Ayden nodded, and reached out for his guide stick. Cold metal met his hand, and he smiled as best he could up at the man, weakly. "Thank you," He muttered weakly, humbled at the fact that someone had been kind enough to tend to him. He took his guidestick, and all too quickly ran off to school; and then, six hours later after leaving the man to his own devices, returned.

Swiftly enough, the old man removed the dressing; the wound had clotted nicely, but it still didn't show sign of closing. Having noticed the bruises on his neck, the man didn't want to send him home with further wounds... and, grumbling, quickly produced a marker. "What are you doing?" Ayden asked quickly as he held the boy's head and began to draw a primitive pentagram of sorts onto his forehead.

"Hold still," The man said, dodging the question. He popped the cap back onto the marker and let it drift aside, then snapped his fingers, before pressing them against the symbol, the bounds of which fell well outside the wound. Ayden wasn't able to see, but he could still feel; a low thrumming, the sound of electrical discharge, and, quickly, he felt the skin knotting together and tying back over his wound.
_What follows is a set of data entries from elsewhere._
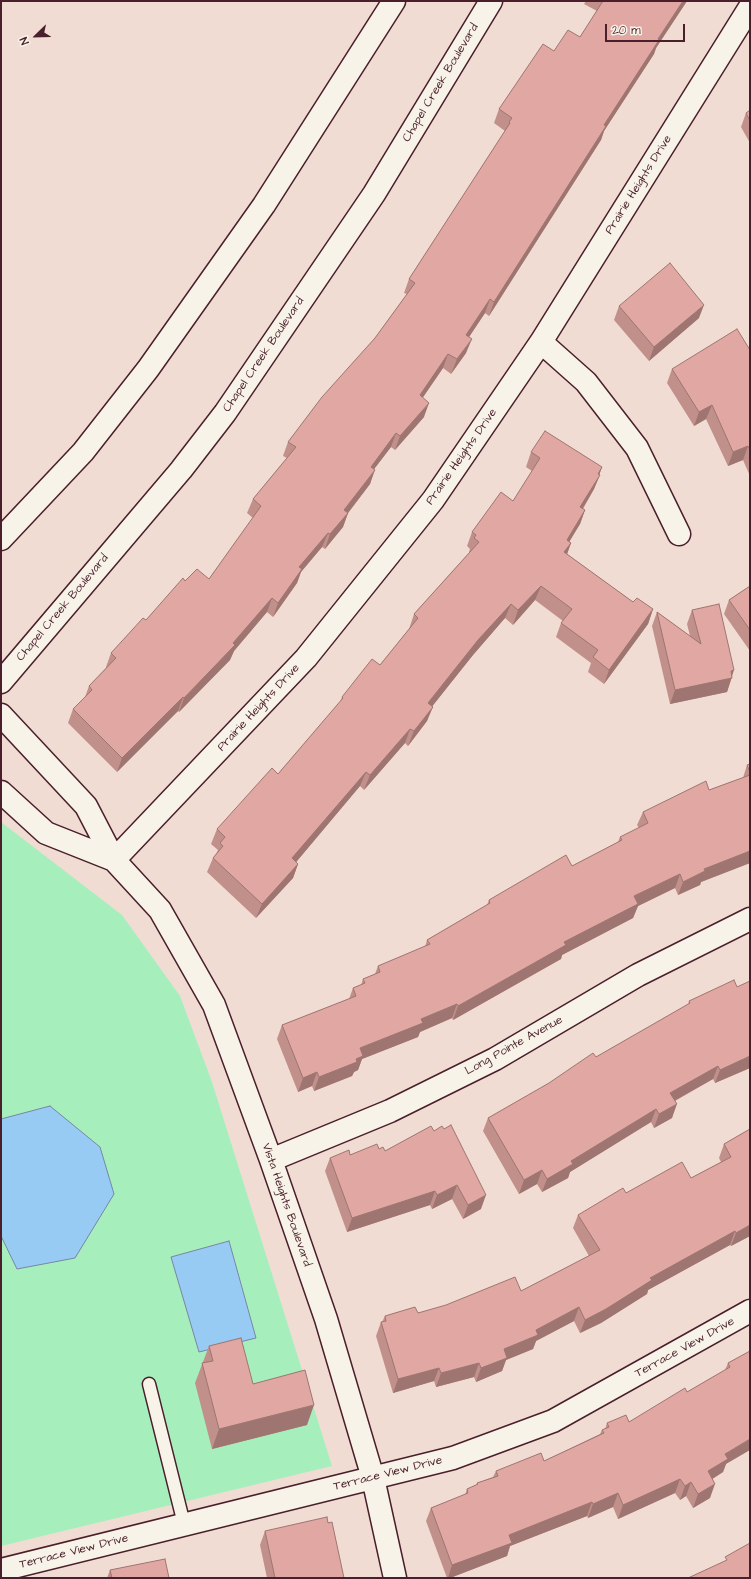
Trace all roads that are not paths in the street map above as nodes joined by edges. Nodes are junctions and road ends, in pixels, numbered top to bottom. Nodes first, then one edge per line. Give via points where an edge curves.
1 (394, 1) edge
2 (491, 1) edge
3 (750, 7) edge
4 (541, 342) junction
5 (679, 534) dead end
6 (1, 539) edge
7 (1, 682) edge
8 (1, 715) edge
9 (1, 792) edge
10 (114, 860) junction
11 (750, 920) edge
12 (271, 1160) junction
13 (750, 1311) edge
14 (149, 1384) dead end
15 (373, 1478) junction
16 (184, 1524) junction
17 (40, 1569) edge
18 (1, 1570) edge
19 (395, 1578) edge

1 - 6 street via 264,205 148,369 83,452
2 - 7 street, Chapel Creek Boulevard via 374,194 225,413 181,470
3 - 4 street, Prairie Heights Drive
4 - 5 street via 586,382 637,448
4 - 10 street, Prairie Heights Drive via 433,500 306,658
8 - 10 street, Vista Heights Boulevard via 86,806
9 - 10 street, Vista Heights Boulevard via 46,833
10 - 12 street, Vista Heights Boulevard via 160,910 214,1005
11 - 12 street, Long Pointe Avenue via 638,975 495,1059 390,1111
12 - 15 street, Vista Heights Boulevard via 326,1319
13 - 15 street, Terrace View Drive via 553,1421 453,1458
14 - 16 lane
15 - 16 street, Terrace View Drive
15 - 19 street, Vista Heights Boulevard
16 - 17 street, Terrace View Drive
17 - 18 street, Terrace View Drive

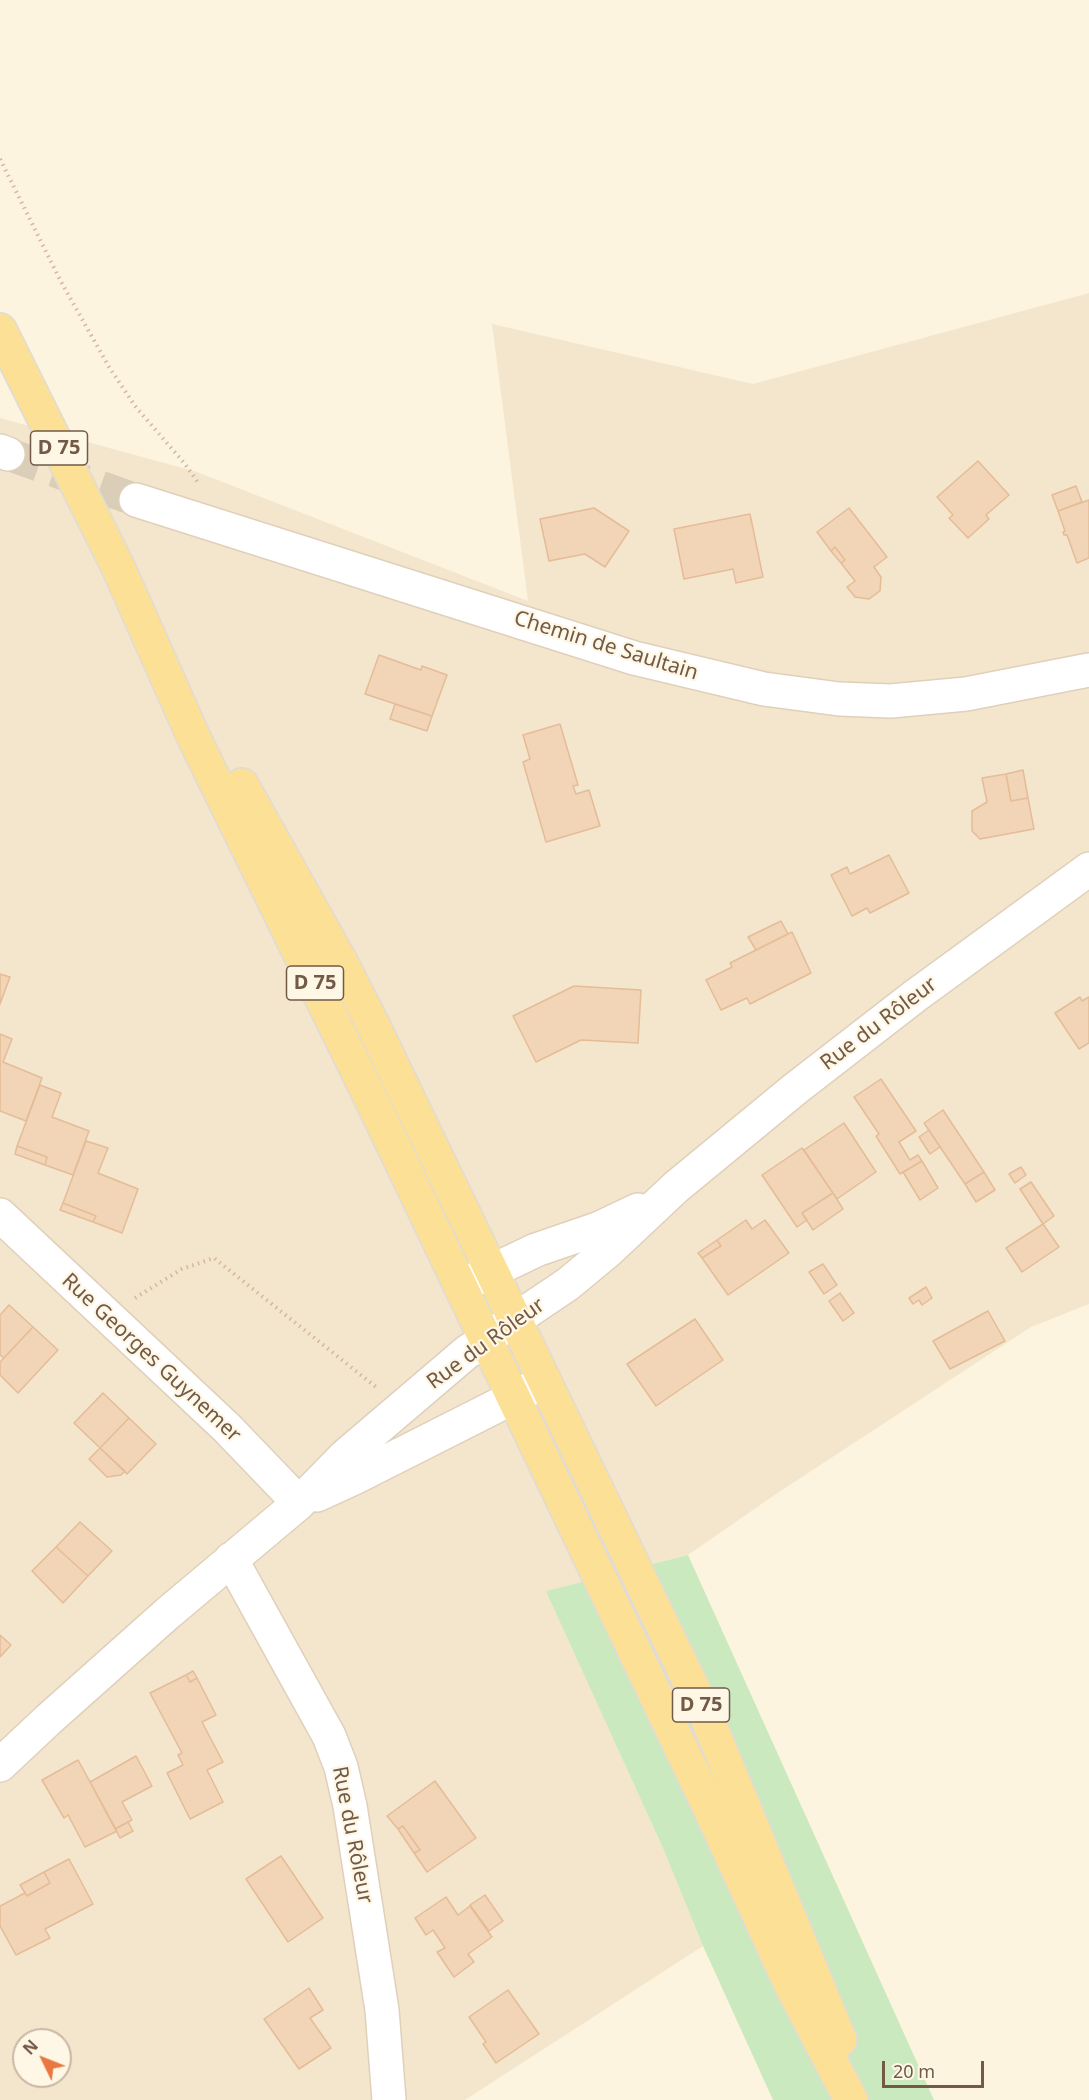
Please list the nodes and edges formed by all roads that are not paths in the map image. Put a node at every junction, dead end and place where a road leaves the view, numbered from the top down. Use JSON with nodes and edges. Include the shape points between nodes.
{"nodes":[{"id":1,"x":0,"y":330,"type":"edge"},
{"id":2,"x":136,"y":500,"type":"tunnel mouth"},
{"id":3,"x":118,"y":567,"type":"junction"},
{"id":4,"x":1089,"y":670,"type":"edge"},
{"id":5,"x":1089,"y":869,"type":"edge"},
{"id":6,"x":675,"y":1187,"type":"junction"},
{"id":7,"x":0,"y":1215,"type":"edge"},
{"id":8,"x":492,"y":1271,"type":"junction"},
{"id":9,"x":460,"y":1286,"type":"junction"},
{"id":10,"x":516,"y":1320,"type":"junction"},
{"id":11,"x":486,"y":1339,"type":"junction"},
{"id":12,"x":545,"y":1381,"type":"junction"},
{"id":13,"x":514,"y":1397,"type":"junction"},
{"id":14,"x":299,"y":1503,"type":"junction"},
{"id":15,"x":231,"y":1559,"type":"junction"},
{"id":16,"x":0,"y":1765,"type":"edge"},
{"id":17,"x":389,"y":2100,"type":"edge"},
{"id":18,"x":851,"y":2100,"type":"edge"},
{"id":19,"x":864,"y":2100,"type":"edge"}],
"edges":[{"from":1,"to":3,"type":"main road","number":"D 75"},
{"from":2,"to":4,"type":"street","name":"Chemin de Saultain","via":[[634,658],[764,689],[891,701],[966,694]]},
{"from":3,"to":8,"type":"main road","number":"D 75","via":[[357,991]]},
{"from":3,"to":9,"type":"main road","number":"D 75","via":[[194,738]]},
{"from":5,"to":6,"type":"street","name":"Rue du Rôleur","via":[[856,1041]]},
{"from":6,"to":8,"type":"street","name":"Rue du Rôleur","via":[[600,1228]]},
{"from":6,"to":10,"type":"street","name":"Rue du Rôleur","via":[[590,1267]]},
{"from":7,"to":14,"type":"street","name":"Rue Georges Guynemer","via":[[227,1428]]},
{"from":8,"to":9,"type":"street","name":"Rue du Rôleur"},
{"from":8,"to":10,"type":"main road","number":"D 75"},
{"from":9,"to":11,"type":"main road","number":"D 75"},
{"from":10,"to":11,"type":"street","name":"Rue du Rôleur"},
{"from":10,"to":12,"type":"main road","number":"D 75"},
{"from":11,"to":13,"type":"main road","number":"D 75"},
{"from":11,"to":14,"type":"street","name":"Rue du Rôleur","via":[[345,1456]]},
{"from":12,"to":13,"type":"street","name":"Rue du Rôleur"},
{"from":12,"to":19,"type":"main road","number":"D 75","via":[[707,1718]]},
{"from":13,"to":14,"type":"street","name":"Rue du Rôleur"},
{"from":13,"to":18,"type":"main road","number":"D 75","via":[[791,1985]]},
{"from":14,"to":15,"type":"street","name":"Rue du Rôleur"},
{"from":15,"to":16,"type":"street","name":"Rue du Rôleur"},
{"from":15,"to":17,"type":"street","name":"Rue du Rôleur","via":[[329,1737],[341,1767],[382,2010]]}]}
With another dabbing to wipe the blood away, the man smiled down at the boy and folded his arms. "Good as new."

"How did you..." Ayden stopped himself. A good magician never revealed his secrets. He brushed gingerly over fresh skin, totally in awe. His pale, blind eyes lit up with fire and he stared up at the man emptily, grinning with vigour. "Can you make me see again!?" It was a long shot... but the child knew he'd give anything to have his sight returned. The world had taken it; life was unfair. And for it, everyone had rejected him. His friends. His parents. His classmates.

The silence already gave way for an answer. The boy bowed his head glumly, and the man tried to justify it. "I'm sorry, kid," He sighed, rubbing his stubble. "I'm not that good." He took a few moments to explain; it was called alkahestry, from another country. Xing, far away. And whilst they could heal his sight if he ever went there... Heart didn't know how.

"It's fine," The boy put on a brave face and nodded. Guilt welled up in the man's gut. "Thank you for helping me, mister," He spoke clearly. He'd lived this long with blindness. He could go on like that, until he finally made his way to Xing. "My name's Ayden," He blurted out as if his voice was uncontrollable, a reflex, an aspect he couldn't control, before feeling stupid, and shrinking back into himself once more.

Then he felt a warm hand on his head, tousling his hair. That same gravelly chuckle once more. "My name's Geoffrey. Geoffrey Heart," The old man said with a smile. "But you can call me Mr. G,"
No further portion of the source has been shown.